A divisão Xbox anunciou uma nova geração de consoles dedicados para os próximos anos, onde a parceria com a AMD será mantida, mas, ao mesmo tempo, a campanha “Isto é um Xbox” foca em imprimir na mente dos consumidores que eles podem jogar os games de seu ecossistema onde quiserem, seja um desktop, laptop, PC portátil, ou headset de Realidade Mista localmente, em smartphones, tablets, e TVs via nuvem, e até mesmo em consoles rivais.
A Sony levou muito tempo para liberar seus títulos first party ao Windows, e agora vai até mesmo distribuir Helldivers 2 no Xbox para vender mais (a linha NFL The Show não conta, por força do contrato com a liga de beisebol), mas no que depender da desenvolvedora Arrowhead, ele nunca entrará no Game Pass, da mesma forma que ele não foi incluído em nenhum dos planos do PS+, e não deverá ser.
Ainda que uma próxima geração de consoles esteja a caminho, Game Pass permite ao Xbox estar presente em hardware de outras empresas (Crédito: Divulgação/ASUS/Microsoft)

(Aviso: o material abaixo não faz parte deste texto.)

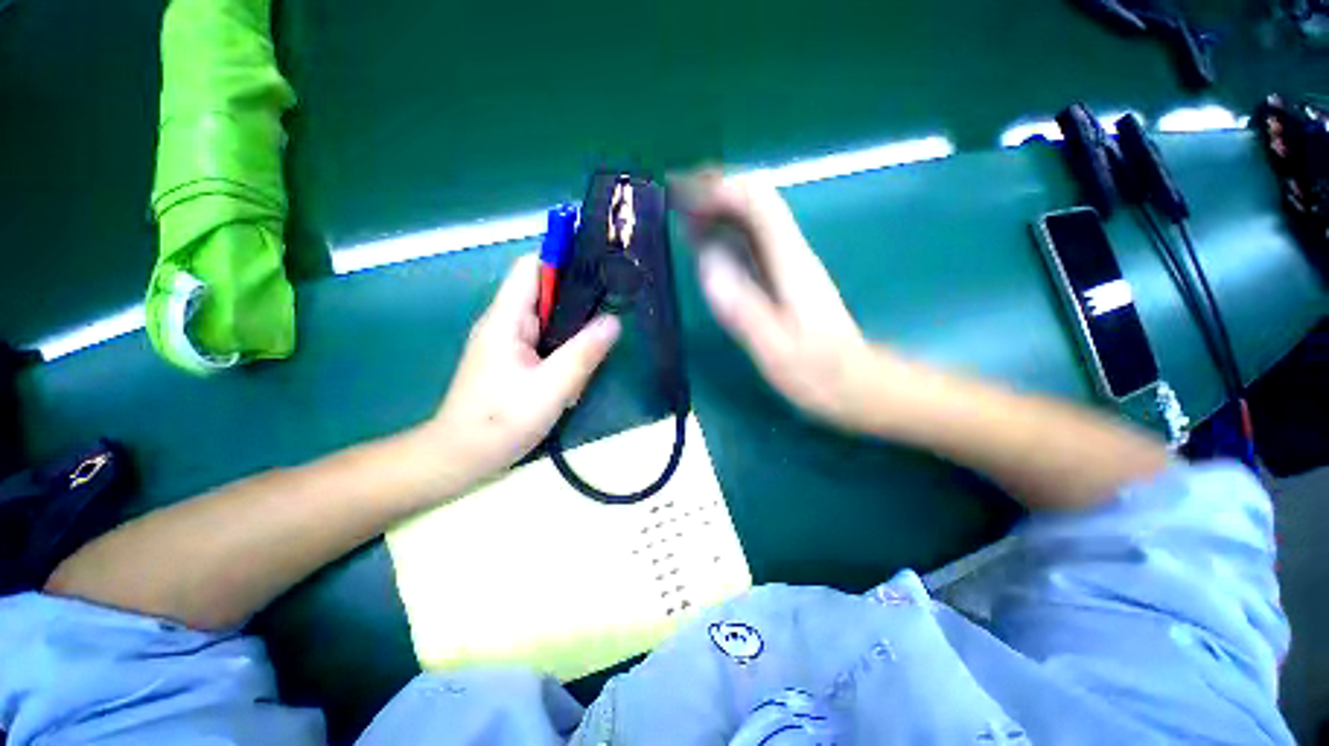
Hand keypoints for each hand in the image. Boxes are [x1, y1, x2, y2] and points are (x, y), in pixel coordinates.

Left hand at [428, 254, 620, 480]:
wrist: (461, 457)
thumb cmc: (502, 421)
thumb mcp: (552, 387)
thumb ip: (584, 352)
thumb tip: (614, 321)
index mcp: (506, 319)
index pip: (532, 267)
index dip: (563, 260)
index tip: (598, 270)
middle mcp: (504, 323)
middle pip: (544, 293)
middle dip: (576, 305)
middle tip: (605, 321)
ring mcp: (507, 343)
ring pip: (547, 321)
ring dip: (571, 334)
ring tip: (591, 356)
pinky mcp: (512, 361)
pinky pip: (543, 342)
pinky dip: (562, 351)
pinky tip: (572, 375)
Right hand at [687, 173, 883, 430]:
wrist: (854, 385)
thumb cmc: (816, 373)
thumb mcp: (776, 349)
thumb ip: (743, 307)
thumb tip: (706, 263)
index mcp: (790, 264)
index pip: (758, 205)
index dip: (720, 189)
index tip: (683, 192)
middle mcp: (791, 254)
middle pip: (755, 202)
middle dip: (714, 191)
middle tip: (674, 198)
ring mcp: (788, 265)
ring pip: (752, 220)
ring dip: (716, 210)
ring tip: (681, 215)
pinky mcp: (784, 278)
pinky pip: (751, 244)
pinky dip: (725, 235)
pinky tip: (705, 245)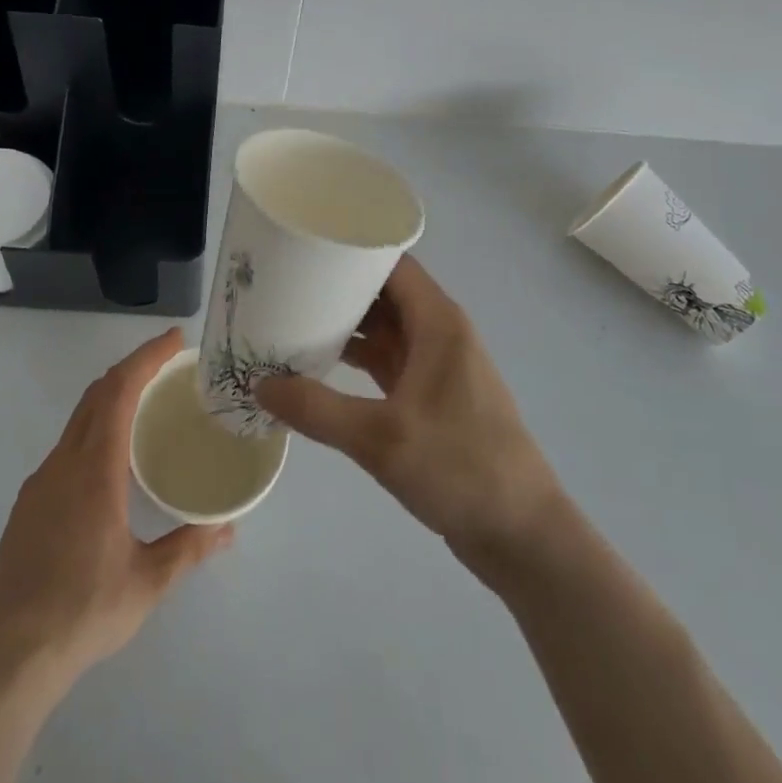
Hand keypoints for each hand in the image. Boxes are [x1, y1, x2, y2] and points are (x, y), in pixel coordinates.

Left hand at [0, 328, 233, 686]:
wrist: (6, 659)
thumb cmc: (82, 613)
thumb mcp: (147, 583)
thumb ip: (189, 548)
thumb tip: (228, 528)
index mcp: (94, 470)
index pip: (119, 391)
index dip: (146, 357)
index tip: (174, 340)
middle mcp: (63, 463)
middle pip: (97, 394)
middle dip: (132, 368)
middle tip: (168, 363)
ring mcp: (40, 482)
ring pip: (78, 419)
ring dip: (112, 397)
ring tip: (147, 404)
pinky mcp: (28, 504)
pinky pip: (66, 446)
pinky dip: (94, 428)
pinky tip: (111, 460)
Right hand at [255, 256, 564, 567]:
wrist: (522, 535)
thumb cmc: (460, 468)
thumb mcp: (381, 438)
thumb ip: (317, 410)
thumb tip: (259, 385)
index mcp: (438, 322)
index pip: (391, 263)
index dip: (351, 250)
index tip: (304, 247)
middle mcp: (439, 333)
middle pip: (383, 293)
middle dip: (337, 288)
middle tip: (284, 283)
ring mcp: (436, 366)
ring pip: (384, 328)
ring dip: (344, 325)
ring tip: (290, 318)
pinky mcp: (432, 397)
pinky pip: (387, 361)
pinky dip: (355, 359)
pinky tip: (317, 366)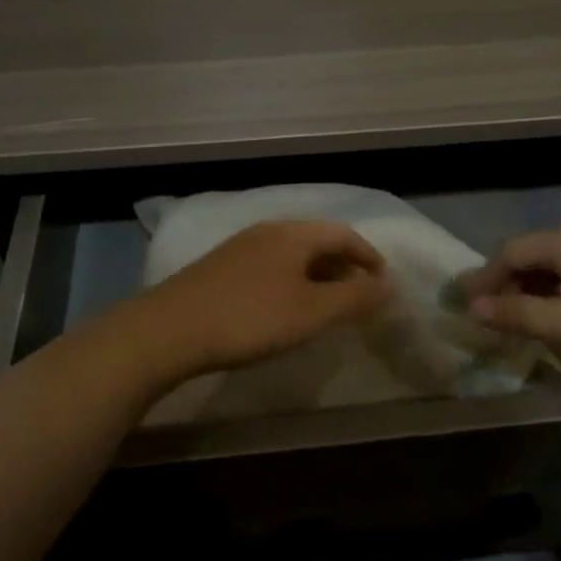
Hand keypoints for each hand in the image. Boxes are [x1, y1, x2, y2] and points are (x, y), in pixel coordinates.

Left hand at [131, 219, 393, 379]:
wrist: (169, 330)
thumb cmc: (249, 318)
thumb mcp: (311, 312)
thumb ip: (354, 298)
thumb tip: (390, 285)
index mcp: (293, 234)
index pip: (343, 234)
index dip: (368, 257)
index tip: (383, 284)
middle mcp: (267, 230)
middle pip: (316, 240)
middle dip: (343, 265)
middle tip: (359, 296)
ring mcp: (239, 247)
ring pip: (291, 253)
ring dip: (317, 274)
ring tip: (326, 304)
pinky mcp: (220, 266)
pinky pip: (270, 265)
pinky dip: (291, 280)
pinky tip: (284, 306)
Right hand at [457, 221, 560, 365]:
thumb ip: (519, 315)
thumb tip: (472, 308)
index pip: (508, 254)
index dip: (485, 280)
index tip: (468, 305)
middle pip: (532, 254)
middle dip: (509, 283)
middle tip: (496, 315)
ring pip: (558, 261)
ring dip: (536, 287)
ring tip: (529, 317)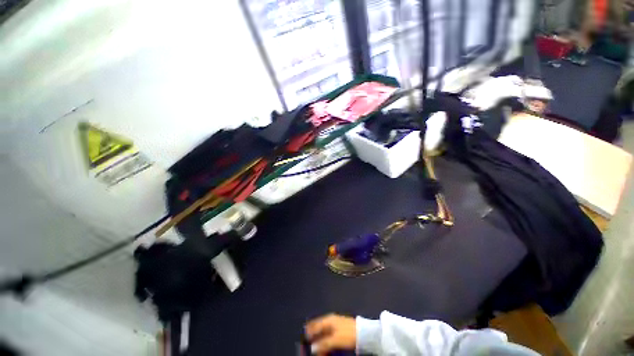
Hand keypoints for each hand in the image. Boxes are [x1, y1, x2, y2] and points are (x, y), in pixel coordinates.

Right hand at [305, 314, 356, 354]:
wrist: (364, 333)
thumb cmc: (348, 334)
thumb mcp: (335, 339)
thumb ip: (324, 343)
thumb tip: (312, 348)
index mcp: (328, 319)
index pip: (315, 325)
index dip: (309, 331)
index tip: (303, 338)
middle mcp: (331, 320)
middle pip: (319, 329)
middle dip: (314, 337)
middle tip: (308, 345)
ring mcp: (336, 325)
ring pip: (324, 333)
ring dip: (320, 341)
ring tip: (316, 350)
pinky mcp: (340, 331)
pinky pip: (329, 336)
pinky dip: (326, 342)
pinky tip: (325, 347)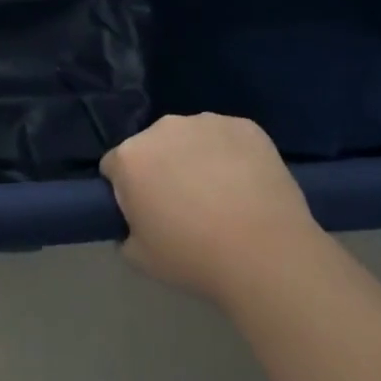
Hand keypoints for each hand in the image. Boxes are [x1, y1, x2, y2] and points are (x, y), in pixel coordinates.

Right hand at [100, 114, 319, 306]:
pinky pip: (228, 138)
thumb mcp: (140, 258)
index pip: (114, 166)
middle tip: (185, 205)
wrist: (266, 254)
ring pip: (191, 137)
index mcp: (130, 157)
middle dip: (162, 167)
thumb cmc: (194, 258)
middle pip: (153, 146)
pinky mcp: (245, 126)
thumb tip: (133, 224)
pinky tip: (247, 185)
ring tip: (222, 195)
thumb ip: (125, 233)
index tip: (145, 212)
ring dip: (196, 157)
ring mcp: (206, 122)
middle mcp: (163, 128)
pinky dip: (232, 155)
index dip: (126, 190)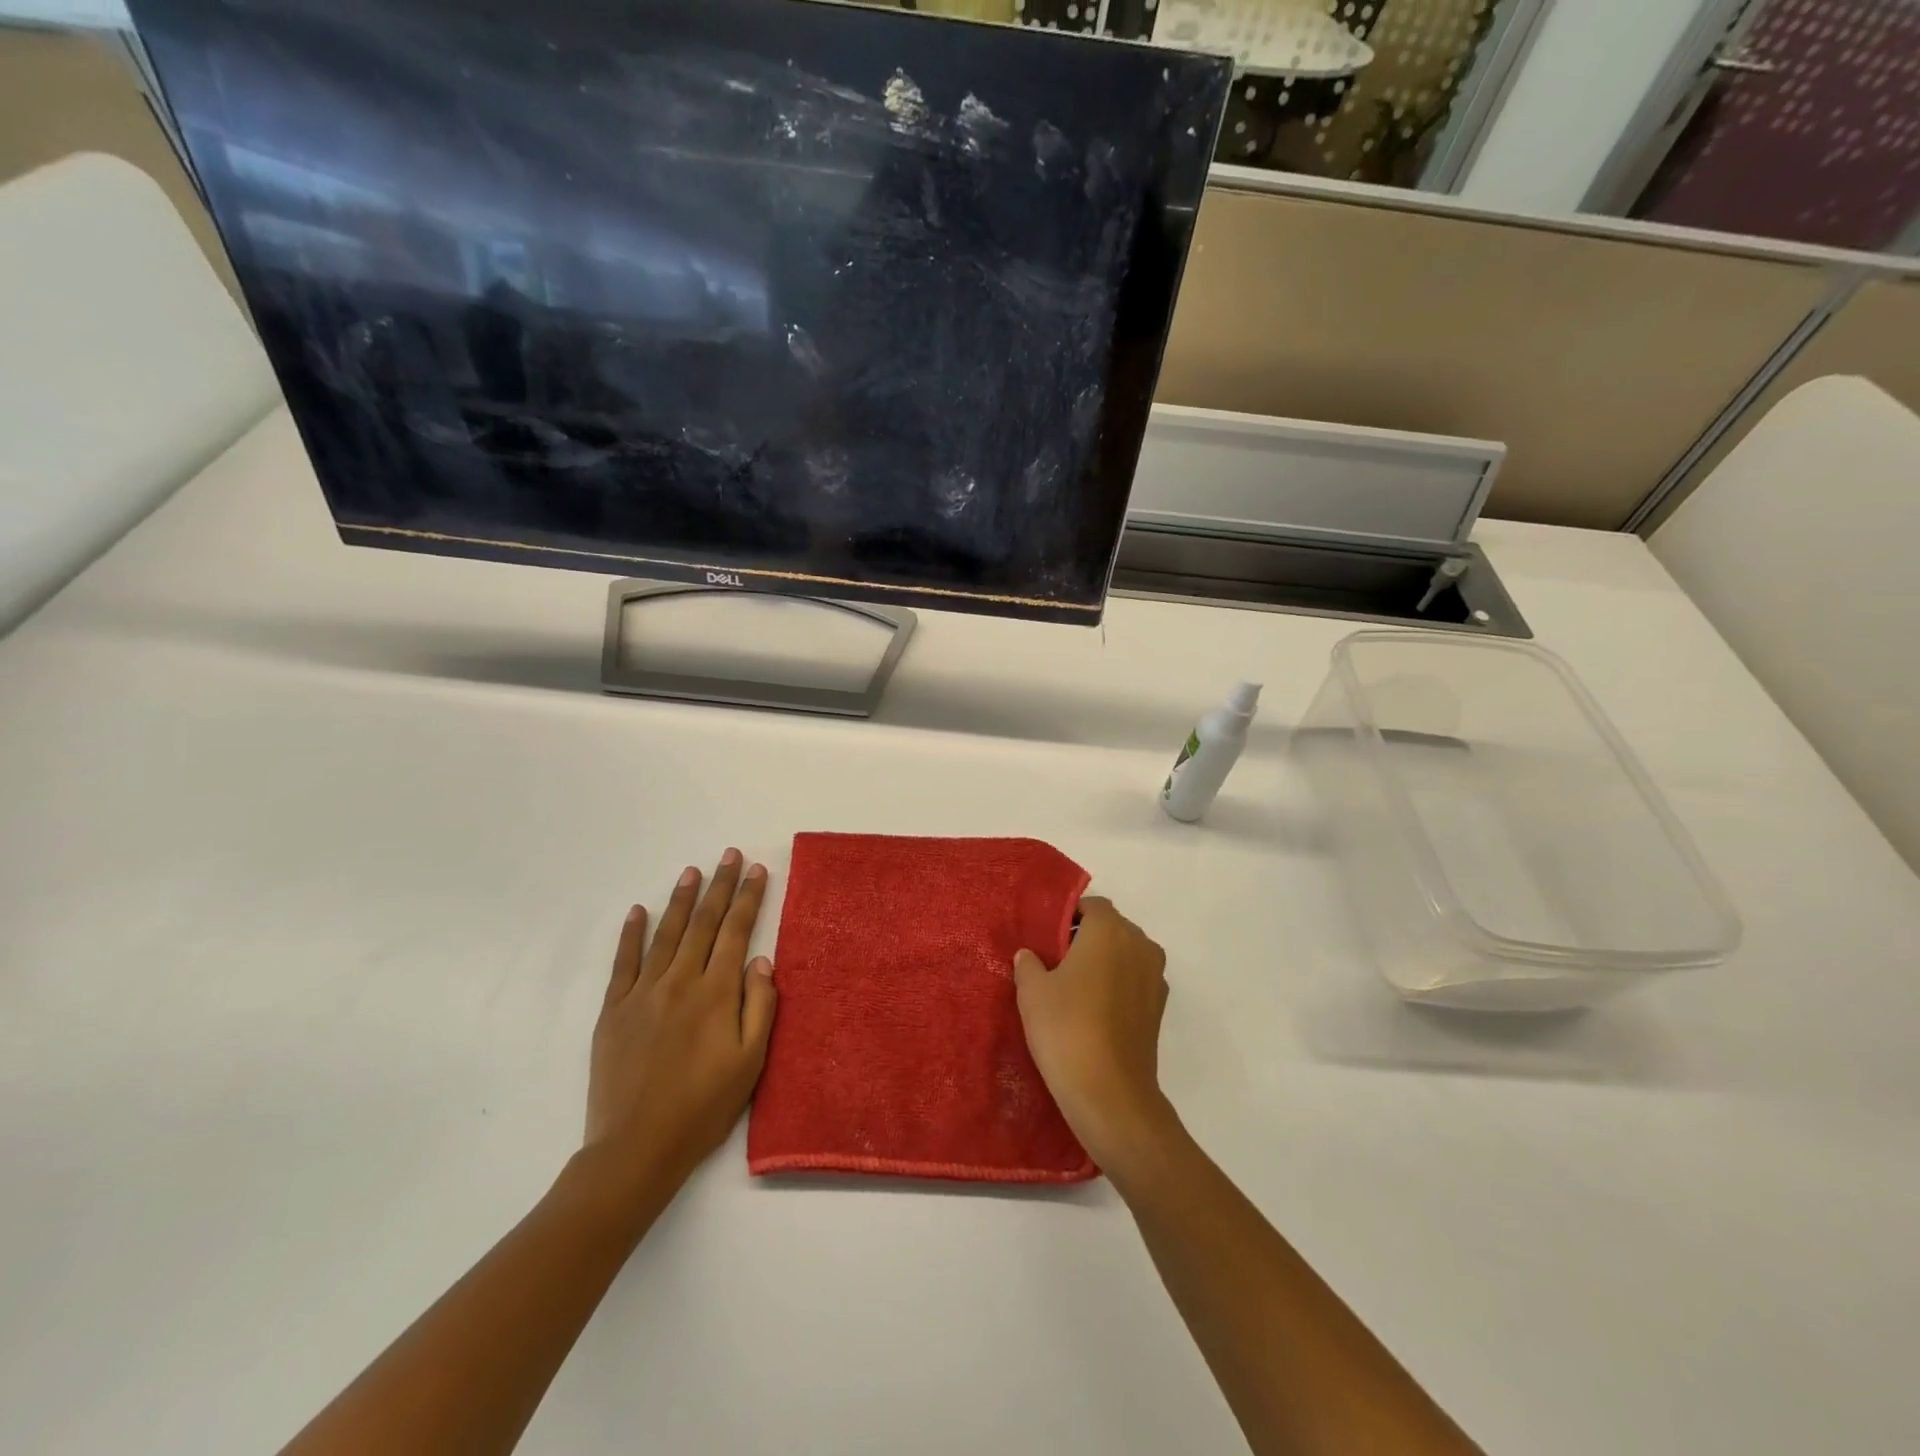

O outro problema inerente ao Game Pass é a falácia do “dinheiro infinito”: os devs veem o programa como deficitário, a conta não fecha porque ele não estimula os gamers o suficiente para comprar jogos, e se estúdios não estão tendo muito retorno ao colocar seus títulos no catálogo do plano de assinatura, o mesmo deve valer para a Microsoft.
Dado que Nadella está voltado totalmente à IA, se em algum momento o Game Pass for visto como um entrave ele deverá ser remodelado, o que inclui mudança de planos, aumento de preços (já existem indícios de um reajuste eminente), e reajuste da disponibilidade de games, talvez adotando o modelo da Sony não oferecer acesso no primeiro dia. Aniquilar a divisão Xbox inteira é altamente improvável, mas o foco e investimentos serão reduzidos em prol de… você sabe, IA.
No geral, a Microsoft não está em uma situação tão diferente de outras do Vale do Silício no que se refere ao frenesi da Inteligência Artificial. Todos os setores, mesmo os não diretamente relacionados, o veem como o Santo Graal da vez, mas os cortes indiscriminados de Redmond fazem toda a situação parecer um movimento desesperado para fazer caixa, e alocar toda a grana economizada com salários e benefícios cortados, projetos e títulos cancelados, para não depender da OpenAI no futuro, ao invés de inovar e se destacar.
Enquanto apenas reagir, Satya Nadella e Amy Hood continuarão perseguindo um unicórnio em fuga, ao invés de pôr os pés no chão e oferecer alternativas ao que todo mundo está fazendo – inovar e surpreender. Isso é para poucos, e apenas fazer dinheiro seguindo a moda, dado o histórico, não é algo com o qual a empresa fundada por Bill Gates deveria se contentar.